The biggest issue with launching any currency is liquidity. Therefore Seeds make it easy to come in and out of local currencies more effectively, while still providing incentives for users to hold onto seeds (stage 1 focuses on increase in seeds value as the platform grows and rewards early adopters, stage 2 focuses on currency stability relative to purchasing power). Their ATM is a fee-free, peer to peer currency exchange (fixed price platform for swapping seeds and fiat). Instead of being punished for leaving the system, contributors are incentivised to stay (leveraging positive motivators).
The financial lifecycle of Seeds includes: Gestation (as of 2020 – fixed supply), Birth (rapid regenerative growth – growing currency to meet new demand), Adulthood (physical maturity and steady state economy protocols activated due to saturated demand – shift in focus from making new currency to meet new demand, to replacing currency that’s already been burned), and the Elder phase (new paradigm – radically new ways of delivering value throughout the community, collective governance and wisdom, network maturity). Every system also has Death and Transition, Seeds say they aim to plan this in advance, with beauty and desirability for all members in mind.
Transformative Tools: The Minimum Viable Civilisation
Seeds’ founding philosophy is that pragmatism creates idealism. The Seeds passport contains all the features necessary in the minimal viable format (mobile app). Only you have access to the private keys of your wallet, entailing the full responsibility of being in control of your own assets (however unlike other cryptocurrencies, Seeds give you the option to assign Caretakers with key recovery passes). It also provides access to a Forum and Market Place for requests, offers and projects, and a Co-Op section for voting and funding (DAO). The Seeds passport focuses on community, whereas the Seeds Lite Wallet focuses on financial interaction.

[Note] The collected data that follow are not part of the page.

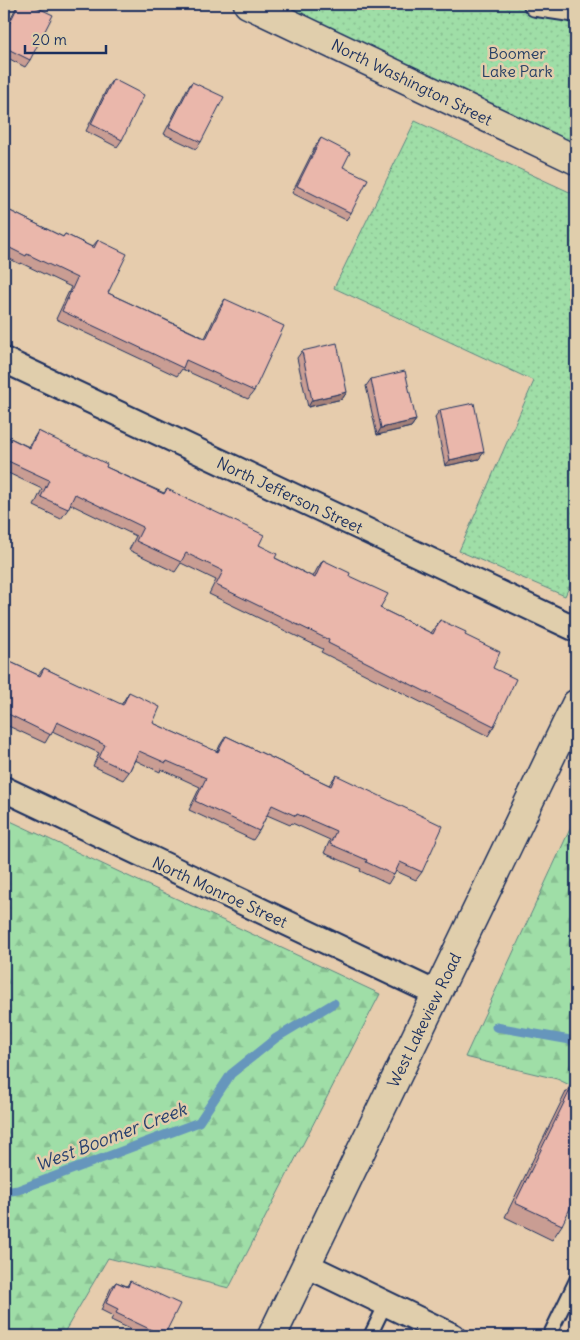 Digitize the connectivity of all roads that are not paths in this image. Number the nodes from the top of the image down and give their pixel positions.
1 (248, 4) edge
2 (536, 4) edge
3 (576, 10) edge
4 (576, 160) edge
5 (4, 360) edge
6 (576, 630) edge
7 (576, 704) edge
8 (4, 789) edge
9 (437, 994) junction
10 (306, 1265) junction
11 (576, 1280) edge
12 (572, 1299) edge
13 (386, 1303) junction
14 (272, 1336) edge
15 (370, 1336) edge
16 (453, 1336) edge
17 (549, 1336) edge

1 - 4 main road, North Washington Street
2 - 3 street
5 - 6 street, North Jefferson Street
7 - 9 main road, West Lakeview Road
8 - 9 street, North Monroe Street
9 - 10 main road, West Lakeview Road
10 - 13 street
10 - 14 main road, West Lakeview Road
11 - 12 lane
12 - 17 lane
13 - 15 lane
13 - 16 street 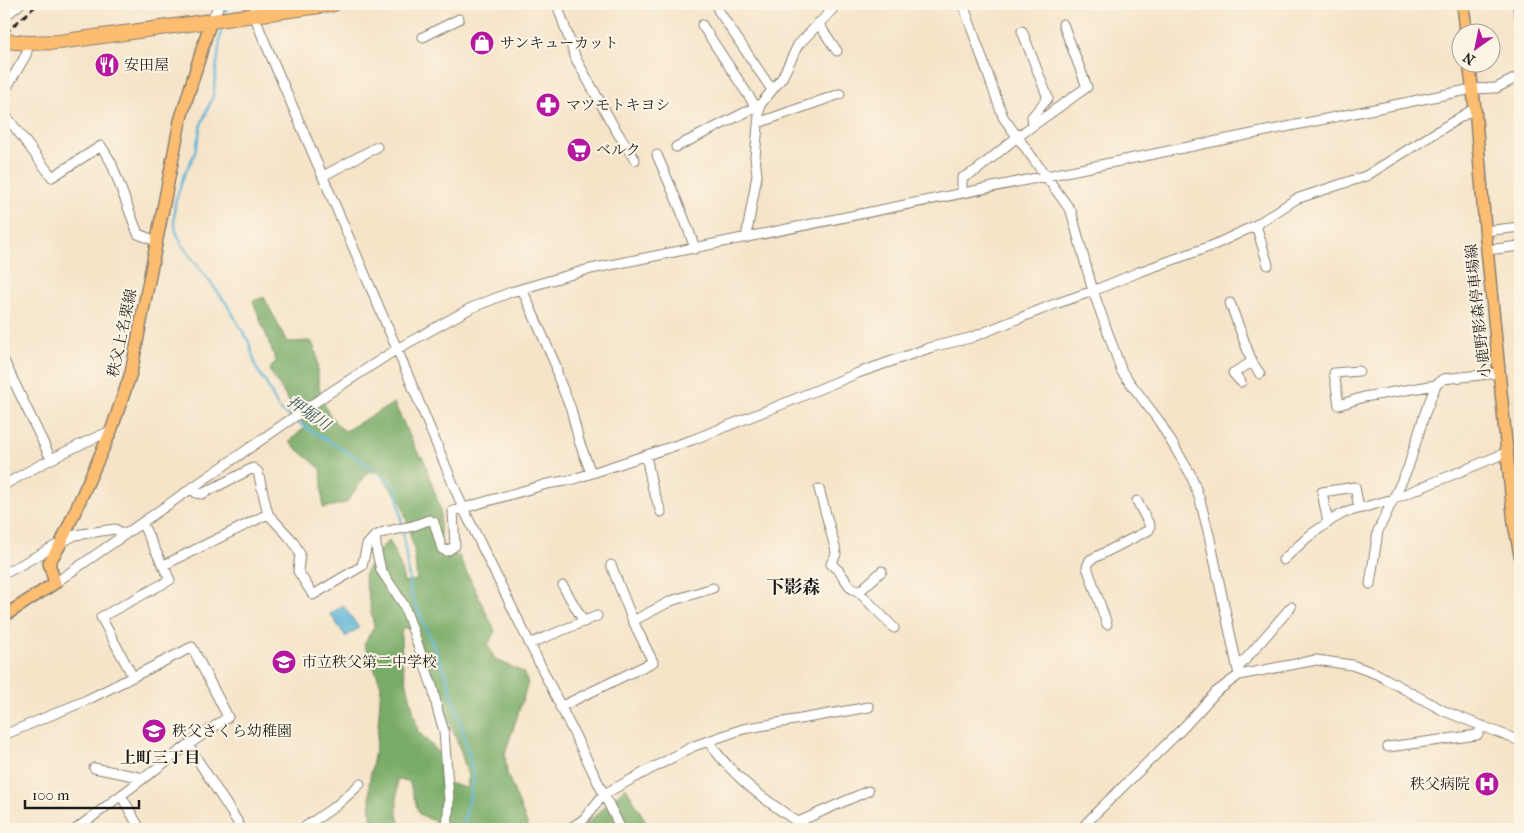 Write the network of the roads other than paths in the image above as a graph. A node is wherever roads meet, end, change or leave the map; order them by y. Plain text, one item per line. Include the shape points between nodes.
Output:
1 (20, 4) edge
2 (220, 4) edge
3 (334, 4) edge
4 (963, 4) edge
5 (1463, 4) edge
6 (559, 10) dead end
7 (718, 10) dead end
8 (832, 10) dead end
9 (251, 11) edge
10 (4, 18) edge
11 (459, 19) dead end
12 (215, 20) junction
13 (1465, 22) edge
14 (818, 24) junction
15 (1063, 24) dead end
16 (702, 25) dead end
17 (1022, 31) dead end
18 (424, 37) dead end
19 (4, 41) edge
20 (29, 43) junction
21 (837, 51) dead end
22 (1470, 72) edge
23 (1520, 76) edge
24 (1472, 88) junction
25 (772, 90) junction
26 (4, 92) edge
27 (840, 94) dead end
28 (758, 106) junction
29 (1475, 108) junction
30 (4, 113) edge
31 (758, 122) junction
32 (1033, 125) junction
33 (1017, 137) junction
34 (377, 147) dead end
35 (676, 147) dead end
36 (657, 155) dead end
37 (635, 160) dead end
38 (323, 176) junction
39 (1046, 176) junction
40 (962, 192) junction
41 (1256, 225) junction
42 (1520, 227) edge
43 (1485, 231) junction
44 (746, 238) junction
45 (156, 241) junction
46 (1520, 246) edge
47 (695, 249) junction
48 (1487, 250) junction
49 (1268, 265) dead end
50 (522, 288) junction
51 (1093, 291) junction
52 (1230, 303) dead end
53 (397, 349) junction
54 (4, 361) edge
55 (1252, 362) junction
56 (1358, 371) dead end
57 (1499, 373) junction
58 (1260, 374) dead end
59 (1241, 382) dead end
60 (1436, 385) junction
61 (111, 431) junction
62 (1508, 452) junction
63 (646, 455) junction
64 (51, 459) junction
65 (591, 473) junction
66 (4, 485) edge
67 (192, 488) junction
68 (819, 489) dead end
69 (1393, 499) junction
70 (1137, 501) dead end
71 (463, 508) junction
72 (1360, 508) junction
73 (661, 512) dead end
74 (268, 514) junction
75 (142, 523) junction
76 (1328, 523) junction
77 (125, 535) junction
78 (375, 536) junction
79 (60, 545) junction
80 (1520, 555) edge
81 (1283, 560) dead end
82 (164, 565) junction
83 (611, 566) dead end
84 (882, 572) dead end
85 (4, 574) edge
86 (55, 583) junction
87 (1370, 584) dead end
88 (563, 586) dead end
89 (713, 588) dead end
90 (859, 592) junction
91 (1290, 607) dead end
92 (4, 616) edge
93 (597, 616) dead end
94 (633, 621) junction
95 (584, 622) junction
96 (1107, 624) dead end
97 (894, 628) dead end
98 (529, 644) junction
99 (1238, 671) junction
100 (133, 677) junction
101 (560, 707) junction
102 (869, 707) dead end
103 (1484, 726) junction
104 (4, 736) edge
105 (708, 741) junction
106 (1520, 741) edge
107 (188, 745) junction
108 (1388, 747) dead end
109 (94, 768) dead end
110 (144, 778) junction
111 (360, 784) dead end
112 (868, 791) dead end
113 (604, 794) junction
114 (120, 796) junction
115 (798, 822) junction
116 (76, 829) edge
117 (140, 829) edge
118 (240, 829) edge
119 (302, 829) edge
120 (446, 829) edge
121 (568, 829) edge
122 (621, 829) edge
123 (808, 829) edge
124 (1081, 829) edge

1 - 10 street
2 - 12 street
3 - 9 highway
4 - 33 street via 1003,117
5 - 13 main road
6 - 37 street via 576,59
7 - 25 street
8 - 14 street
9 - 12 highway
9 - 38 street
11 - 18 street
12 - 20 highway via 59,42
12 - 45 main road, 秩父上名栗線 via 180,121
14 - 21 street
14 - 25 street via 798,45 782,78
15 - 32 street via 1087,87
16 - 28 street
17 - 32 street via 1048,98 1032,116
19 - 20 highway
20 - 26 street via 26,55
22 - 24 main road, 小鹿野影森停車場線
23 - 24 street via 1496,88
24 - 29 main road, 小鹿野影森停車場線
24 - 39 street
25 - 28 street
27 - 31 street
28 - 31 street
28 - 35 street
29 - 41 street via 1366,176 1296,199
29 - 43 main road, 小鹿野影森停車場線
30 - 45 street via 52,177 101,146 111,162 138,234
31 - 44 street via 757,175
32 - 33 street
33 - 39 street
33 - 40 street via 977,170 962,178
34 - 38 street
36 - 47 street via 686,220
38 - 53 street
39 - 40 street
39 - 51 street via 1070,211
40 - 44 street
41 - 49 street
41 - 51 street via 1214,246
42 - 43 street
43 - 48 main road, 小鹿野影森停車場線
44 - 47 street
45 - 61 main road, 秩父上名栗線 via 131,373
46 - 48 street
47 - 50 street via 586,270
48 - 57 main road, 小鹿野影森停車場線
50 - 53 street via 471,308
50 - 65 street via 556,366
51 - 63 street via 970,338 858,372 784,404
51 - 99 street via 1122,372 1159,421 1191,475 1209,535
52 - 55 street
53 - 67 street
53 - 71 street
54 - 64 street
55 - 58 street
55 - 59 street via 1234,372
56 - 60 street via 1334,373 1338,405 1364,397
57 - 60 street via 1443,379
57 - 62 main road, 小鹿野影森停車場線
60 - 69 street via 1408,468
61 - 64 street
61 - 79 main road, 秩父上名栗線
62 - 69 street
62 - 80 main road, 小鹿野影森停車場線
63 - 65 street
63 - 73 street
64 - 66 street
65 - 71 street
67 - 74 street via 202,494 253,468 258,472
67 - 75 street
68 - 90 street via 835,547 836,554 831,564 851,588
69 - 72 street
69 - 87 street via 1378,531
70 - 96 street via 1149,530 1090,560 1087,567
71 - 78 street via 453,512 454,546 447,551 442,549 434,522 429,520
71 - 98 street
72 - 76 street
72 - 76 street via 1354,487 1322,492
74 - 78 street via 293,541 300,554 298,571 313,595 362,566 367,545
74 - 82 street
75 - 77 street
75 - 82 street
76 - 81 street
77 - 79 street via 116,529 75,536
77 - 86 street
78 - 120 street via 381,570 404,605 444,731 449,800
79 - 85 street
79 - 86 main road, 秩父上名栗線 via 50,564
82 - 100 street via 170,580 101,616
83 - 94 street
84 - 90 street
86 - 92 main road
88 - 95 street
89 - 94 street via 671,601
90 - 97 street
91 - 99 street
93 - 95 street
94 - 101 street via 653,662
95 - 98 street
98 - 101 street
99 - 103 street via 1316,660 1352,665 1378,674 1444,711
99 - 124 street
100 - 104 street
100 - 107 street via 192,647 228,717
101 - 113 street
102 - 105 street via 743,729
103 - 106 street
103 - 108 street via 1477,734
105 - 113 street
105 - 115 street via 745,784
107 - 110 street
107 - 118 street
109 - 110 street
110 - 114 street
111 - 119 street
112 - 115 street
113 - 121 street via 583,820
113 - 122 street
114 - 116 street
114 - 117 street
115 - 123 street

The HyphaEarth platform uses DAOs and DHOs (Decentralised Autonomous Organisation and Decentralised Human Organisation). With a DAO, humans can be programmed out of the equation (trust is not a factor), the key functions of a DHO are decentralised payroll and contribution accounting (trust builds over time). The platform as a whole allows you to access the facilities of citizenship and join bioregions.
The Hypha DHO tool has been repurposed for villages. This is for groups of people wanting to create any kind of eco-village, intentional community, arts and innovation centre etc – a variety of different names for the same concept, which is a group of people coming together to re-imagine how their needs can be met, while creating and building community. It allows for currency diversity using inter currency (Seeds) and intra currency (village-based).

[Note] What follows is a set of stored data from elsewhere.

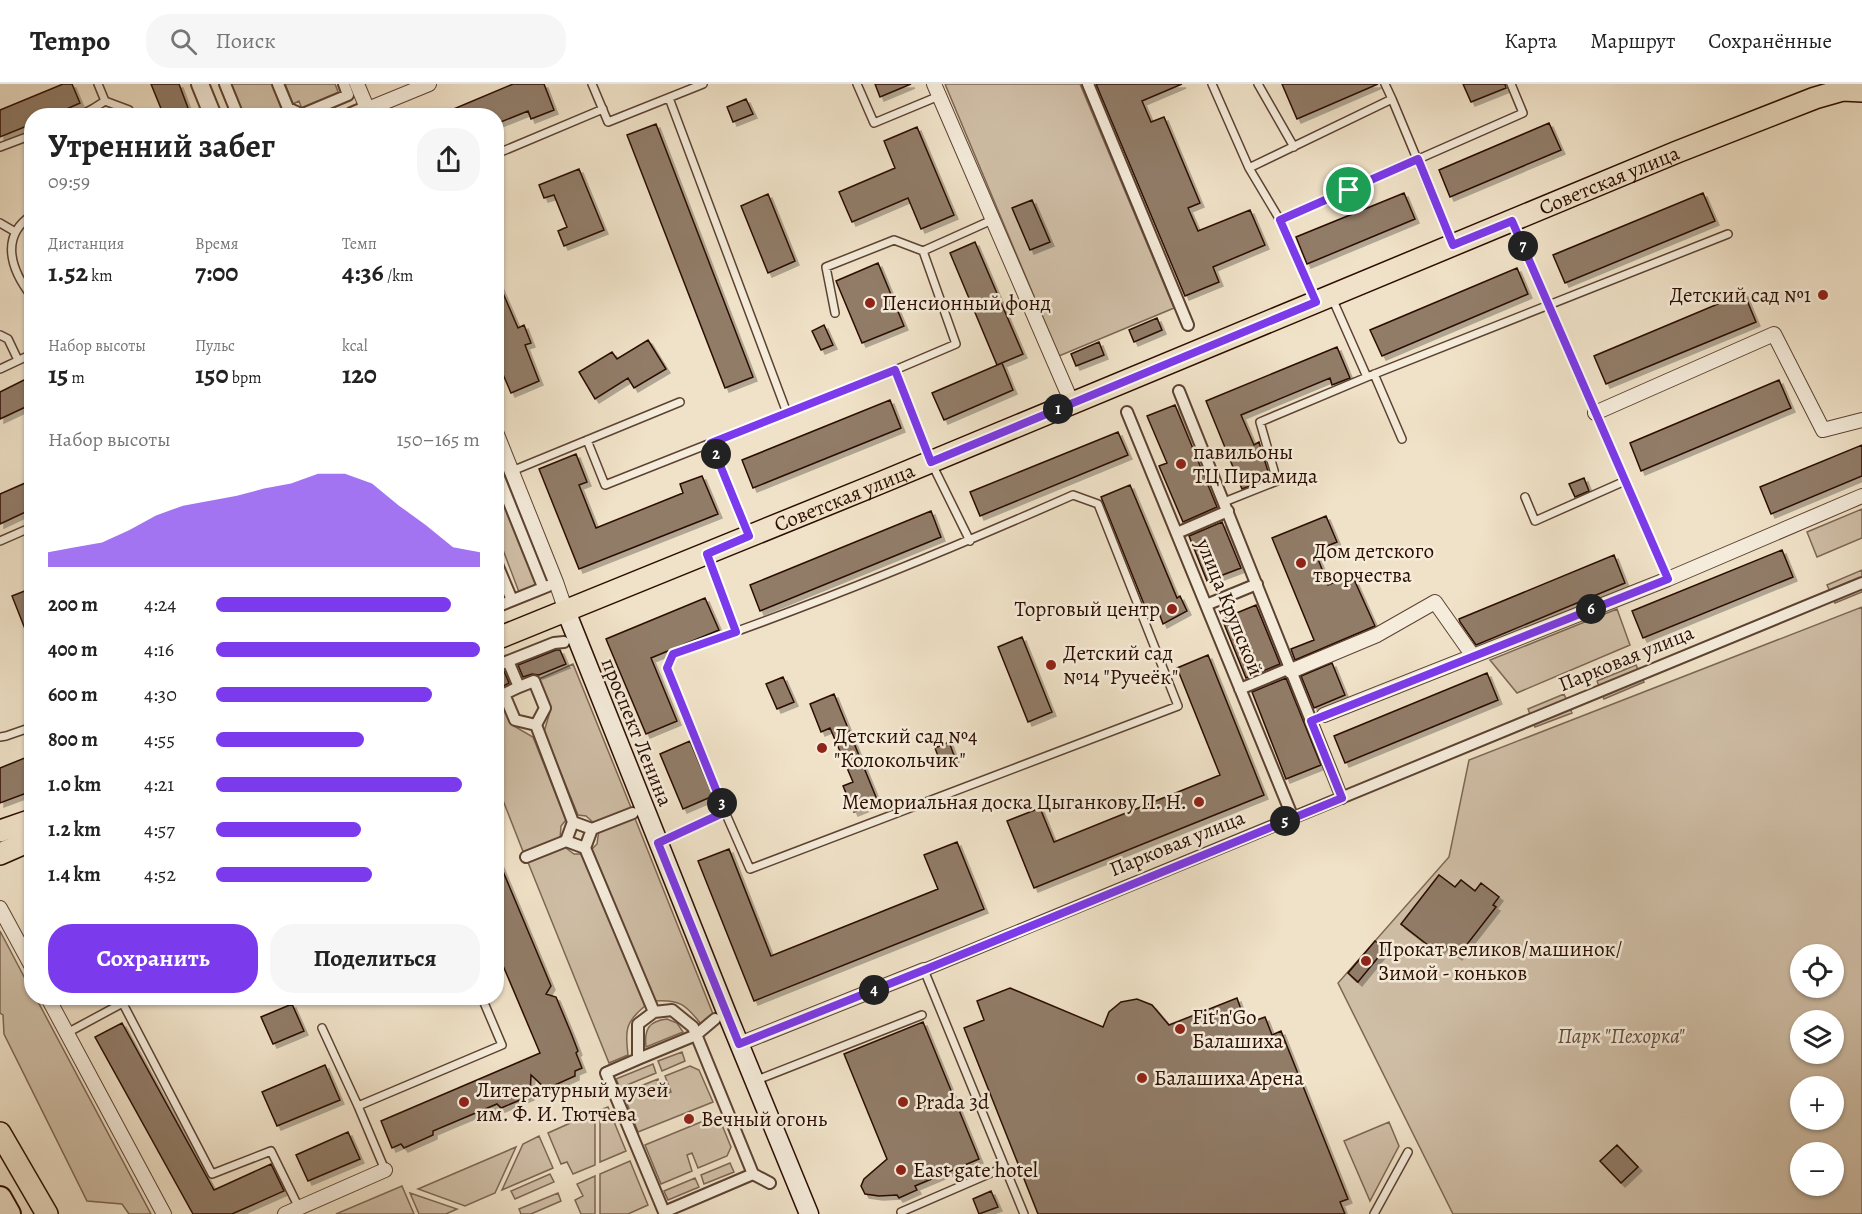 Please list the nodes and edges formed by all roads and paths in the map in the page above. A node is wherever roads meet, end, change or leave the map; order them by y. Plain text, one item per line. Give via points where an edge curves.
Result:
1 (98, 84) edge
2 (201, 84) edge
3 (225, 84) edge
4 (278, 84) edge
5 (344, 84) edge
6 (357, 84) edge
7 (429, 84) edge
8 (592, 84) edge
9 (703, 84) edge
10 (857, 84) edge
11 (1088, 84) edge
12 (1212, 84) edge
13 (1258, 84) edge
14 (1384, 84) edge
15 (1511, 84) edge
16 (1849, 88) edge
17 (937, 90) edge
18 (669, 98) junction
19 (1392, 99) junction
20 (105, 101) junction
21 (98, 108) edge
22 (124, 108) edge
23 (210, 108) edge
24 (235, 108) edge
25 (286, 108) edge
26 (316, 108) edge
27 (367, 108) edge
28 (378, 108) edge
29 (603, 109) junction
30 (24, 138) edge
31 (0, 147) edge
32 (1294, 147) junction
33 (504, 151) edge
34 (1418, 159) junction
35 (1249, 168) junction
36 (992, 219) junction
37 (1280, 220) junction
38 (24, 221) edge
39 (1512, 221) junction
40 (0, 223) edge
41 (12, 230) junction
42 (1728, 234) dead end
43 (1453, 245) junction
44 (923, 250) junction
45 (24, 287) edge
46 (1323, 299) junction
47 (1548, 304) junction
48 (835, 313) dead end
49 (1188, 325) dead end
50 (0, 335) edge
51 (24, 357) edge
52 (18, 360) junction
53 (0, 369) edge
54 (895, 370) junction
55 (1370, 375) junction
56 (1179, 391) dead end
57 (680, 402) dead end
58 (1072, 403) junction
59 (1127, 412) dead end
60 (787, 413) junction
61 (1595, 413) junction
62 (1862, 420) edge
63 (1402, 439) dead end
64 (587, 440) junction
65 (711, 443) junction
66 (504, 452) edge
67 (931, 462) junction
68 (512, 471) junction
69 (1625, 481) junction
70 (504, 491) edge
71 (1862, 496) edge
72 (1525, 497) dead end
73 (1226, 507) junction
74 (24, 530) edge
75 (1177, 533) junction
76 (749, 536) junction
77 (0, 541) edge
78 (970, 541) junction
79 (707, 554) junction
80 (1668, 579) junction
81 (504, 581) edge
82 (1862, 583) edge
83 (1257, 584) junction
84 (512, 600) junction
85 (504, 603) edge
86 (1206, 605) junction
87 (566, 611) junction
88 (736, 632) junction
89 (504, 636) edge
90 (564, 642) dead end
91 (1473, 656) junction
92 (508, 661) junction
93 (504, 663) edge
94 (1291, 669) junction
95 (519, 687) junction
96 (1240, 689) junction
97 (1318, 718) junction
98 (536, 725) junction
99 (24, 730) edge
100 (0, 737) edge
101 (1342, 798) junction
102 (725, 812) junction
103 (633, 813) dead end
104 (1293, 818) junction
105 (573, 822) junction
106 (24, 823) edge
107 (592, 829) junction
108 (0, 831) edge
109 (566, 841) junction
110 (658, 843) junction
111 (24, 844) edge
112 (585, 848) junction
113 (0, 854) edge
114 (526, 857) dead end
115 (0, 908) edge
116 (24, 952) edge
117 (924, 970) junction
118 (52, 1005) edge
119 (113, 1005) edge
120 (124, 1005) edge
121 (485, 1005) edge
122 (654, 1012) junction
123 (922, 1016) dead end
124 (715, 1019) dead end
125 (322, 1028) dead end
126 (67, 1033) junction
127 (696, 1035) junction
128 (739, 1044) junction
129 (638, 1059) junction
130 (754, 1081) junction
131 (358, 1106) junction
132 (0, 1133) edge
133 (1408, 1152) dead end
134 (1005, 1167) junction
135 (385, 1170) joint
136 (753, 1174) junction
137 (770, 1183) dead end
138 (0, 1198) edge
139 (299, 1208) junction
140 (663, 1213) edge
141 (900, 1213) edge
142 (9, 1214) edge
143 (47, 1214) edge
144 (164, 1214) edge
145 (285, 1214) edge
146 (809, 1214) edge
147 (1024, 1214) edge
148 (1374, 1214) edge

1 - 20 lane
2 - 23 street
3 - 24 street
4 - 25 street
5 - 26 street via 348,95
6 - 27 street
7 - 28 street
8 - 29 lane
9 - 18 lane
10 - 17 lane via 874,123
11 - 49 street
12 - 35 lane
13 - 32 lane
14 - 19 lane
15 - 34 lane via 1523,113
16 - 39 main road, Советская улица via 1765,117
17 - 36 street
18 - 29 lane via 608,122
18 - 60 lane
19 - 32 lane
19 - 34 lane
20 - 21 lane
20 - 22 lane
29 - 33 lane
30 - 31 lane
32 - 35 lane
34 - 37 lane
34 - 43 lane
35 - 37 lane
36 - 44 lane
36 - 58 street
37 - 46 lane
38 - 41 lane
39 - 43 main road, Советская улица
39 - 47 lane
40 - 41 lane
41 - 45 lane via 6,250
42 - 47 lane
43 - 46 main road, Советская улица
44 - 48 lane via 894,240 825,267
44 - 54 lane via 956,344
46 - 55 lane
46 - 58 main road, Советская улица
47 - 55 lane
47 - 61 lane
50 - 52 lane via 8,339
51 - 52 lane
52 - 53 lane
54 - 60 lane
54 - 67 lane
55 - 63 lane
55 - 73 lane via 1260,422 1277,481
56 - 73 street, улица Крупской
57 - 64 lane
58 - 67 main road, Советская улица
59 - 75 street, улица Крупской
60 - 65 lane
61 - 62 street via 1774,334 1823,430
61 - 69 lane
64 - 65 lane via 605,485
64 - 68 lane
65 - 76 lane
66 - 68 street, проспект Ленина
67 - 76 main road, Советская улица
67 - 78 lane
68 - 87 street, проспект Ленина
69 - 72 lane via 1535,521
69 - 80 lane
70 - 84 street via 542,590
71 - 80 street
73 - 75 street
73 - 83 street, улица Крупской
74 - 77 lane
75 - 86 street, улица Крупской
76 - 79 main road, Советская улица
78 - 88 lane
78 - 102 lane via 1073,495 1098,504 1178,706 750,869
79 - 87 main road, Советская улица
79 - 88 lane
80 - 91 street
81 - 84 street
82 - 101 street, Парковая улица
83 - 86 street
83 - 94 street, улица Крупской
84 - 85 street
86 - 96 street, улица Крупской
87 - 89 main road, Советская улица
87 - 110 main road, проспект Ленина
88 - 102 lane via 673,654 667,668
90 - 92 street
91 - 94 street via 1435,602 1377,635
91 - 97 street
92 - 93 street
92 - 95 street
94 - 96 street
94 - 97 street, улица Крупской
95 - 98 street via 534,681 545,708
95 - 98 street via 504,694 515,720
96 - 104 street, улица Крупской
97 - 101 street, улица Крупской
98 - 105 street
99 - 100 lane
101 - 104 street, Парковая улица
102 - 110 lane
103 - 107 street
104 - 117 street, Парковая улица
105 - 107 street
105 - 109 street
106 - 108 main road
107 - 112 street
109 - 112 street
109 - 114 street
110 - 128 main road, проспект Ленина
111 - 113 main road
112 - 122 street
115 - 116 street
117 - 128 street, Парковая улица
117 - 134 lane
118 - 126 street
119 - 126 lane
120 - 139 lane via 212,1174 272,1151
121 - 131 lane via 502,1045
122 - 127 street via 672,1010 693,1026
122 - 129 street via 638,1024
123 - 130 lane
124 - 127 street
125 - 131 lane
126 - 144 street
127 - 129 street
127 - 136 street
128 - 130 main road, проспект Ленина
129 - 140 street via 606,1073
130 - 146 main road, проспект Ленина
131 - 135 lane
132 - 143 main road
133 - 148 lane
134 - 141 lane
134 - 147 lane
135 - 139 street
136 - 137 street
136 - 140 street
138 - 142 highway
139 - 145 street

Seeds are an early-stage organisation built on idealistic dreams rooted in the metaverse. But their focus on balance across the board, functional collaboration, health as wealth and clearly passionate internal motivators make them an inspiring project to follow. Systems design is planning knowing that the outcome cannot be predicted due to unseen emergent properties, but their flexible and adaptive tactics centred around a missionary core, impart the hope that it’s not just the road to hell that’s paved with good intentions.